A Reflection on Parenting for Mother’s Day: When Setting a “Bad” Example might be Good

You see one Mayan ruin, you’ve seen them all. There, I’ve said it.

A few weeks ago, I was sitting in an airport terminal in Guatemala City, waiting for a propeller plane to take me to Flores, Guatemala, so my family and I could take a tour of the ruins at Tikal. And I had a bad attitude. 

We never go on trips like this for our kids’ spring break. It’s only a week, and I usually look forward to it as a time of rest. But in February we found a cheap fare, and there we were.

My life partner doesn’t value rest. He always wants an adventure. I like vacation, he likes “trips.” So, we compromise. Half the time exploring ruins and half the time near a lake, to read and watch movies and take boat rides. Ahh . . . 

But first, the adventure. We arrived in Guatemala City very late on a Sunday night and had to get up the next morning at the crack of dawn to go back to the airport for this plane to Flores. I was not thrilled about waking up early and squandering more vacation time in the airport, but it was only a 40 minute flight - we’d have plenty of time for the pool in the afternoon, right?

Except that’s not the way it went. The flight was delayed - a few minutes, then an hour, then another hour. No information was shared about what was happening or when we would leave. We waited for the flight at a gate past security, with no food and no potable water. (We had emptied all of our water bottles to comply with airport protocols.) Sulking, I occupied myself by counting the number of tourists who ignored the sign on the broken vending machine and tried to trick it into dispensing a snack. It didn’t work, not even once.

Eventually, about three or four hours after the flight was scheduled to leave, the airline offered to buy us lunch. Hallelujah, a voucher for lunch. The whole flight of people filed past the security gate to a tiny food kiosk with only two workers, where we waited in a long line for sandwiches. Just as my family made it to the front of the line, an airline representative directed us to go back through security to the gate. So much for lunch.

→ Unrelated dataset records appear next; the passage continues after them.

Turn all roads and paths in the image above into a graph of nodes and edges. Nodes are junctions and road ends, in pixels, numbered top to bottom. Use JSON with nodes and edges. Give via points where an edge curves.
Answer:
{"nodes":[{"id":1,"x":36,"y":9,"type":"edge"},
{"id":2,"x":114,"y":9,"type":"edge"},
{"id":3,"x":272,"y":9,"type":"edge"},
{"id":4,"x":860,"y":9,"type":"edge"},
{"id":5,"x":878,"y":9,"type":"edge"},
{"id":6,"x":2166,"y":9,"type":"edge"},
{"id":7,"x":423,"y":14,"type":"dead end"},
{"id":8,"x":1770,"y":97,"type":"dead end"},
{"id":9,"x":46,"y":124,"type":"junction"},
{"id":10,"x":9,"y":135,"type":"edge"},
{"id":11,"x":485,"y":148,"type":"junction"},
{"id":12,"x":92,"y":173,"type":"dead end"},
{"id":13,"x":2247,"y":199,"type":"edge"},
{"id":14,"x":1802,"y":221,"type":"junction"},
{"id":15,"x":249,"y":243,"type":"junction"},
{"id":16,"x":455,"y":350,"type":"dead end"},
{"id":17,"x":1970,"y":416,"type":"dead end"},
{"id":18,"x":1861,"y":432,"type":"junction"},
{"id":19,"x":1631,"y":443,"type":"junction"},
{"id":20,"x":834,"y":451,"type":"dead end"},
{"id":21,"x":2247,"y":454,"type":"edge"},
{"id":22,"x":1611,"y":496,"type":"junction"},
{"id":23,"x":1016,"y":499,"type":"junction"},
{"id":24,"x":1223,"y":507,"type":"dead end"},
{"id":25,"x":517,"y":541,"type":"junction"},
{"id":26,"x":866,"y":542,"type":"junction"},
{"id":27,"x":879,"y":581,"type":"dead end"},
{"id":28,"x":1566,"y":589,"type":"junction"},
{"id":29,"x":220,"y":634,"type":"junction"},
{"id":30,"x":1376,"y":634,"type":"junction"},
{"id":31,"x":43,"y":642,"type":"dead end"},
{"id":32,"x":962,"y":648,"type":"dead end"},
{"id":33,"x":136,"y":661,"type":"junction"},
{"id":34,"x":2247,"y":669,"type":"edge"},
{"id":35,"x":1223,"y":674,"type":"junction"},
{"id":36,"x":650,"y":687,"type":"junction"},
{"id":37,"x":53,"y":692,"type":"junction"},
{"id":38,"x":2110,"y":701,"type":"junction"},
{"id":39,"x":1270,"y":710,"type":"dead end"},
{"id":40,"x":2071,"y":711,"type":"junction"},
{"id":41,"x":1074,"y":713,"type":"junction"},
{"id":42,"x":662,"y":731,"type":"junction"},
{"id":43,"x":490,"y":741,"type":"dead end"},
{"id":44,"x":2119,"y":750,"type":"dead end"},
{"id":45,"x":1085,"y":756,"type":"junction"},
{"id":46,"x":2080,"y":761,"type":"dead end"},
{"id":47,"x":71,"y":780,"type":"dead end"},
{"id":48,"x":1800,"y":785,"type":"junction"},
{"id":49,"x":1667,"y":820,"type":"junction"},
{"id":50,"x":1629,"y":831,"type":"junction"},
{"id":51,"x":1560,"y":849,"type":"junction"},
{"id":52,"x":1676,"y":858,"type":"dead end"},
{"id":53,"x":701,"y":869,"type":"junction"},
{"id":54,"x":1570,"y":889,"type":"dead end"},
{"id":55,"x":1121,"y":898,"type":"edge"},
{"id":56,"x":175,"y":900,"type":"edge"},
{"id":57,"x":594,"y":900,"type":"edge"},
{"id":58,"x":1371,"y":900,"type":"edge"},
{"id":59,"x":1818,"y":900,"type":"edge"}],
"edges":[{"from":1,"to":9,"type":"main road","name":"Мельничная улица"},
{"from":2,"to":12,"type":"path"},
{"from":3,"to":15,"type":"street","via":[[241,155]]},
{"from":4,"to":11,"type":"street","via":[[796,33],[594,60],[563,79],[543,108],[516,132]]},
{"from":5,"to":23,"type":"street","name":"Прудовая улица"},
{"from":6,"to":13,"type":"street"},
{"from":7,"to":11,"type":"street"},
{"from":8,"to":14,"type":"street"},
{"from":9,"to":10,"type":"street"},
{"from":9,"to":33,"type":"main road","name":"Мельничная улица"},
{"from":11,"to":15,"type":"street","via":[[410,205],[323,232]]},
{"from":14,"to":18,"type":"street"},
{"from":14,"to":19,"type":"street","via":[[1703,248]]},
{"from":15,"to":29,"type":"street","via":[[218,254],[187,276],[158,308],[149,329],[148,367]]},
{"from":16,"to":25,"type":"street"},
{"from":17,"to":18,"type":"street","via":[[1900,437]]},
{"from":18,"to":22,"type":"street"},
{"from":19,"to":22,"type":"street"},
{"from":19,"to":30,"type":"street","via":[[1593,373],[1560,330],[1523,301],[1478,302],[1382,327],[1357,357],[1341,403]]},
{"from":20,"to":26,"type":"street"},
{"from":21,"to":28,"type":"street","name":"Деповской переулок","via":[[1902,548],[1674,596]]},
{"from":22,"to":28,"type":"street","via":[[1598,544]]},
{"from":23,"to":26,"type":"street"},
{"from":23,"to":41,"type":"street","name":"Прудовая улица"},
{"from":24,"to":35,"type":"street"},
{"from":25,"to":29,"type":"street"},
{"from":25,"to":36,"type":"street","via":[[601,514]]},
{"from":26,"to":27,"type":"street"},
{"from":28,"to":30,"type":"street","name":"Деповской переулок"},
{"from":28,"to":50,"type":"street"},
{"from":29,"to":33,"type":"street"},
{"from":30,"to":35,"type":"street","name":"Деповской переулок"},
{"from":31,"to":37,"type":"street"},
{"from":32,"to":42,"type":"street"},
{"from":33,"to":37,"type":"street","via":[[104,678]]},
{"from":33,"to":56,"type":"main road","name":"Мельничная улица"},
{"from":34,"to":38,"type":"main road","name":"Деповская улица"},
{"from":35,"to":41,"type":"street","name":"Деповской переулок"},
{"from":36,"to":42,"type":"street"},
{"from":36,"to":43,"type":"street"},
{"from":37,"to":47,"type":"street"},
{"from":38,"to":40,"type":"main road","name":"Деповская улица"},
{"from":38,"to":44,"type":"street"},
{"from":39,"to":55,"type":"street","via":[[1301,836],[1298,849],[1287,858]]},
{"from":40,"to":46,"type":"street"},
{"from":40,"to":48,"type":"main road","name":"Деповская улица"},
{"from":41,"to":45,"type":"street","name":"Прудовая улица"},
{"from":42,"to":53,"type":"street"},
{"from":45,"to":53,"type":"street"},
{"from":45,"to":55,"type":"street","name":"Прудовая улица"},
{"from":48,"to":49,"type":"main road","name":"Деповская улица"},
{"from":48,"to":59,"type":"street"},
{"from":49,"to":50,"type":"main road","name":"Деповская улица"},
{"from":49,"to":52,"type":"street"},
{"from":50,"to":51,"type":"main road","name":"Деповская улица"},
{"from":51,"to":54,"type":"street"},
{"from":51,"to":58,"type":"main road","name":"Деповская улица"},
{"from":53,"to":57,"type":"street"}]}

As I stomped back down the ramp, my oldest child asked me what we were doing. For a split second, I thought about saying something positive or constructive, but then I decided to tell the truth. My truth:

We’re doing nothing. We know nothing, we have no choices, and we are going to follow everyone else down this stupid ramp like sheep because some random person from the airline told us to. And this is a complete waste of time and I don’t even want to go see dumb ruins anyway but I am a good sport, and this is what happens to “good sports.” Any other questions?

Nope.

At 12 and 15, my kids are in their adolescent years; this involves learning to manage big feelings - even over circumstances that are, in the grand scheme of things, inconsequential. It doesn’t help them to have a pollyanna parent who pretends to be too “mature” to express negative emotions. So I made an intentional choice. I thought, they are gonna see me lose it. And then they are gonna see me pull it all back together. 

Because I was gonna pull it back together - eventually. I heard my rational adult brain loud and clear - this is not a big deal. If the worst problem I have is waiting too long in an airport on a vacation, I’ve got no problem at all. 

A few minutes later, we boarded the plane. We skidded over the clouds in that little prop plane as I held my breath and we arrived in Flores and I recovered. I apologized to my family in case anyone thought I was taking up too much space with my bad attitude and complaints, but explained that it was just how I felt. And my son gave me a big hug and said he understood.